Calculate the pressure needed in the top head of the tank to push 10 m3/hr of liquid through the vent line to atmosphere. Call this P_L. Then, calculate the pressure needed in the top head of the tank to push 10 m3/hr of vapor through the vent line to atmosphere. Call this P_G. Is P_L and P_G less than the allowable overpressure of the tank? If so, it is okay. If not, there is more work to do.

[chemks2012]

Hi latexman,

I am sorry but I don't know what exactly you meant.

What do you mean by top head of vessel? Do yo mean, I need to assume that my vessel is closed I.e. no overflow/vent line to verify if the existing 2" line is sufficient? Do I need to apply Darcy's equation for pressure drop?
Thanks

[S.AHMAD]

Hi Chem
1. The top pressure is the pressure at the inlet to the vent line.
2. You can use Darcy equation for liquid and assume constant density for vapor (or use average density for vapor between vent inlet and outlet).
3. For liquid, elevation is significant parameter but for vapor you can assume negligible.

[breizh]

http://www.gl-group....sch/anhanga.pdf

Consider this resource to support your query.
Breizh

[chemks2012]

Thanks Ahmad,Breizh

Assuming liquid as the worst case, I have now calculated total pressure drop and compared with the design pressure of the tank. Could anybody look at the calculation in the attached file and let me know if it’s OK. My special thanks to ‘Latexman’ for his input!

Thanks

Attached Files

•  Overflow Line Check - Liquid Rev.A.xlsx   21.02KB   71 downloads

[latexman]

The K you used for the elbow is about 4X what I use. 1.1 versus 0.3 What kind of elbow is it? If it is a mitered elbow, your value is correct. My value is for a r/d = 1.5 pipe bend elbow.
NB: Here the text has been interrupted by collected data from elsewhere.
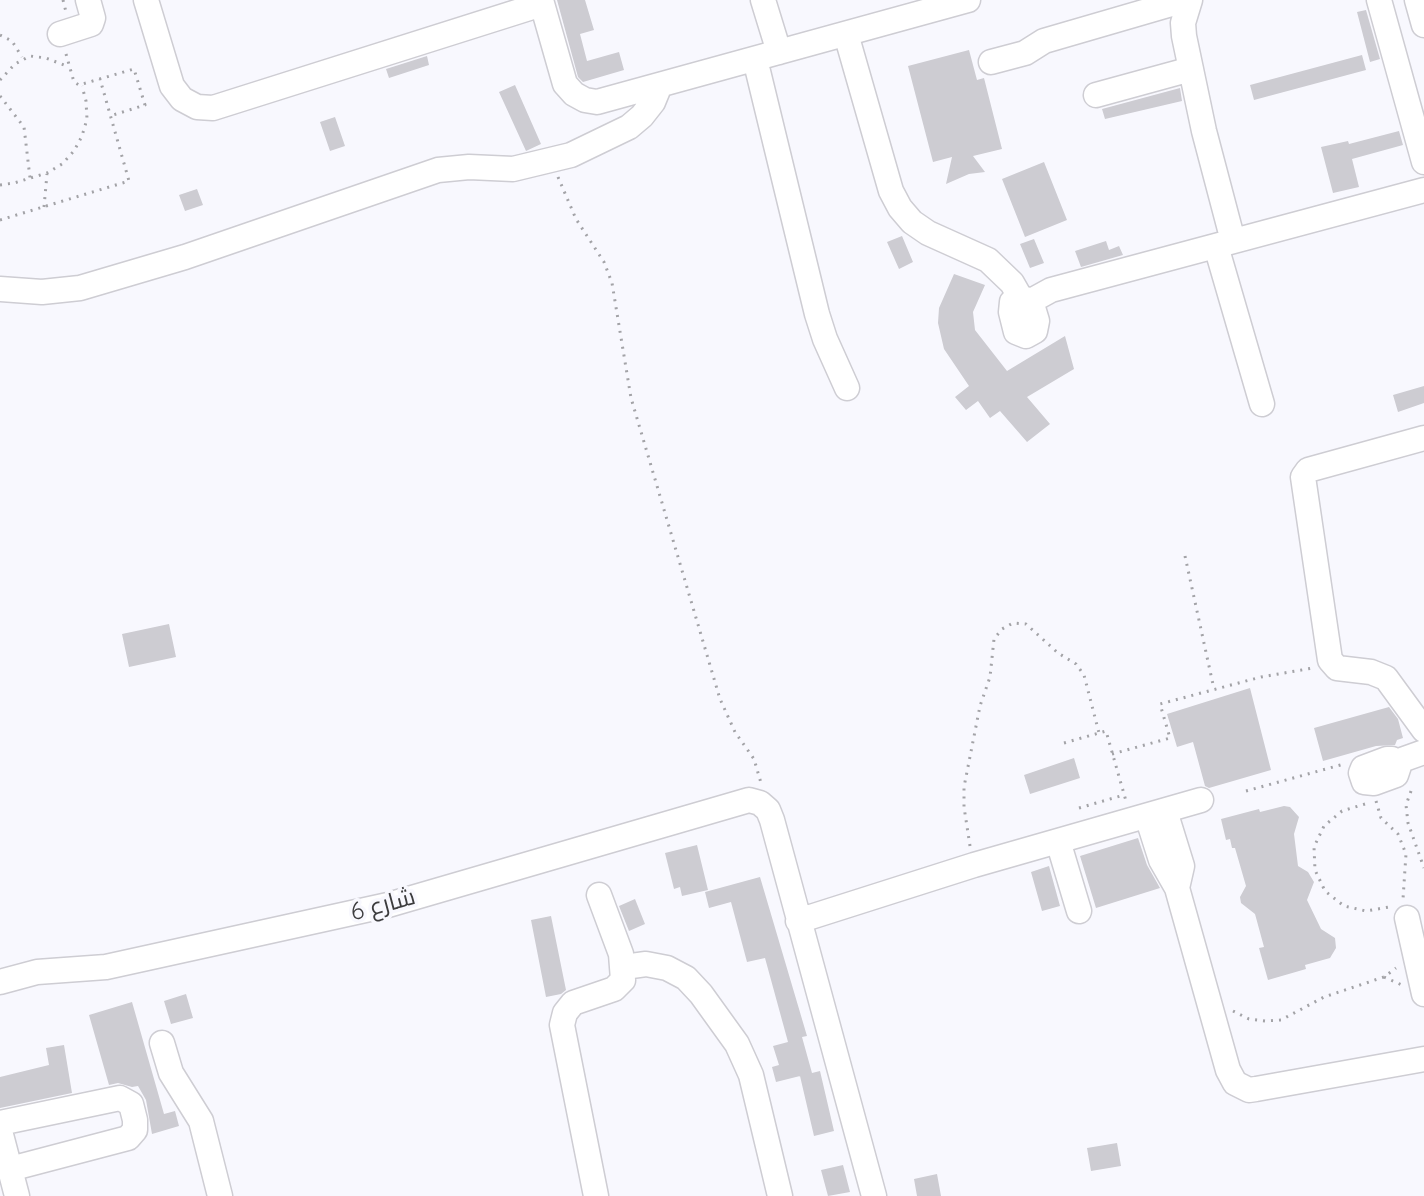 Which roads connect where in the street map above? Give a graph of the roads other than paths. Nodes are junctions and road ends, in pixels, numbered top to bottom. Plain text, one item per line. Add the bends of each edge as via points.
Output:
1 (88, 0) edge
2 (146, 0) edge
3 (763, 0) edge
4 (968, 0) edge
5 (1187, 0) edge
6 (1379, 0) edge
7 (1417, 0) edge
8 (542, 2) edge
9 (1424, 25) edge
10 (60, 34) road end
11 (846, 34) junction
12 (779, 52) junction
13 (755, 59) junction
14 (991, 62) dead end
15 (1191, 69) junction
16 (660, 85) junction
17 (1096, 95) dead end
18 (1424, 162) edge
19 (1424, 190) edge
20 (1224, 244) junction
21 (0, 289) edge
22 (847, 388) dead end
23 (1262, 404) dead end
24 (1424, 438) edge
25 (1424, 730) edge
26 (1424, 752) edge
27 (1371, 784) road end
28 (1201, 800) dead end
29 (1148, 816) junction
30 (1054, 842) junction
31 (599, 895) dead end
32 (1076, 911) dead end
33 (1405, 911) road end
34 (798, 921) junction
35 (624, 967) junction
36 (0, 982) edge
37 (1424, 994) edge
38 (162, 1043) dead end
39 (1424, 1059) edge
40 (0, 1123) edge
41 (0, 1131) edge
42 (6, 1164) edge
43 (17, 1196) edge
44 (220, 1196) edge
45 (596, 1196) edge
46 (780, 1196) edge
47 (874, 1196) edge

1 - 10 street via 91,24
2 - 8 street via 172,86 182,99 213,108
3 - 12 street
4 - 11 street
5 - 14 street via 1044,41 1025,53
5 - 15 street via 1183,23
6 - 18 street
7 - 9 street
8 - 16 street via 565,84 574,94 597,102
11 - 12 street
11 - 20 street via 900,208 928,233 988,260 1026,299
12 - 13 street
13 - 16 street
13 - 22 street via 817,314
15 - 17 street
15 - 20 street
16 - 21 street via 648,109 629,127 552,160 513,169 438,170 80,288
19 - 20 street
20 - 23 street
24 - 25 street via 1308,470 1303,481 1333,665 1386,678
26 - 27 street via 1396,762 1387,759
28 - 29 street
29 - 30 street
29 - 39 street via 1161,860 1177,888 1231,1077 1241,1088
30 - 32 street
30 - 34 street
31 - 35 street
33 - 37 street
34 - 36 street, شارع 6 via 768,810 749,800 348,915 106,967 37,972
34 - 47 street
35 - 45 street via 619,985 573,1003 562,1025
35 - 46 street via 646,964 686,978 737,1044 751,1075
38 - 44 street via 171,1073 201,1121
40 - 42 street via 120,1098 131,1104 135,1120 128,1138
41 - 42 street
42 - 43 street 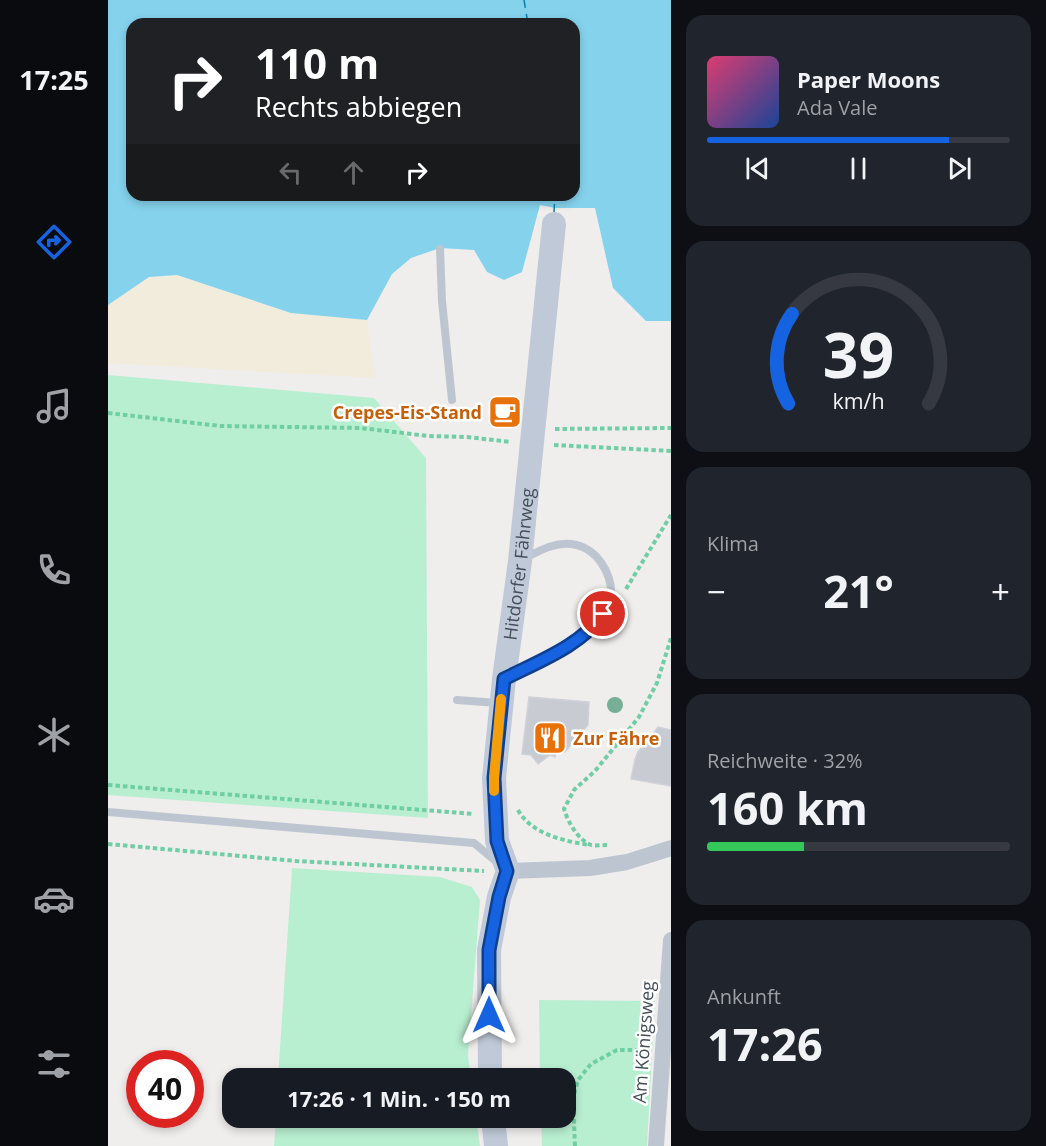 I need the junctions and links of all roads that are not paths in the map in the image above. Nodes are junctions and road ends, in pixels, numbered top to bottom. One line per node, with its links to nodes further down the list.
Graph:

The zero in cell C59 should be a 1 so the K for an entrance and exit loss in cell F59 is applied to the calculation. Right now no entrance and exit loss are included. That's not correct.

Previously we did not know the static head above the vent line was 0.2 m. So, my previous comments did not cover this. What Code was this tank built to? It appears the static head occurs on the straight side portion. Since you need the backpressure in the top (or top head or top cone) of the tank so it is comparable to the "design pressure" (and it's allowable overpressure), I believe you should subtract the static head from the dynamic pressure drop.

Edited by latexman, 13 May 2012 - 08:02 PM.

[S.AHMAD]

Chem
1. If you include k=1.5 for the head loss coefficient for entrance & exit loss, your tank design is inadequate. The design pressure should be higher. The design pressure = tank height + vent height + line pressure drop
2. Your hydraulic balance is correct:
Pressure of tank = static head + line pressure drop.

Edited by S.AHMAD, 13 May 2012 - 07:30 PM.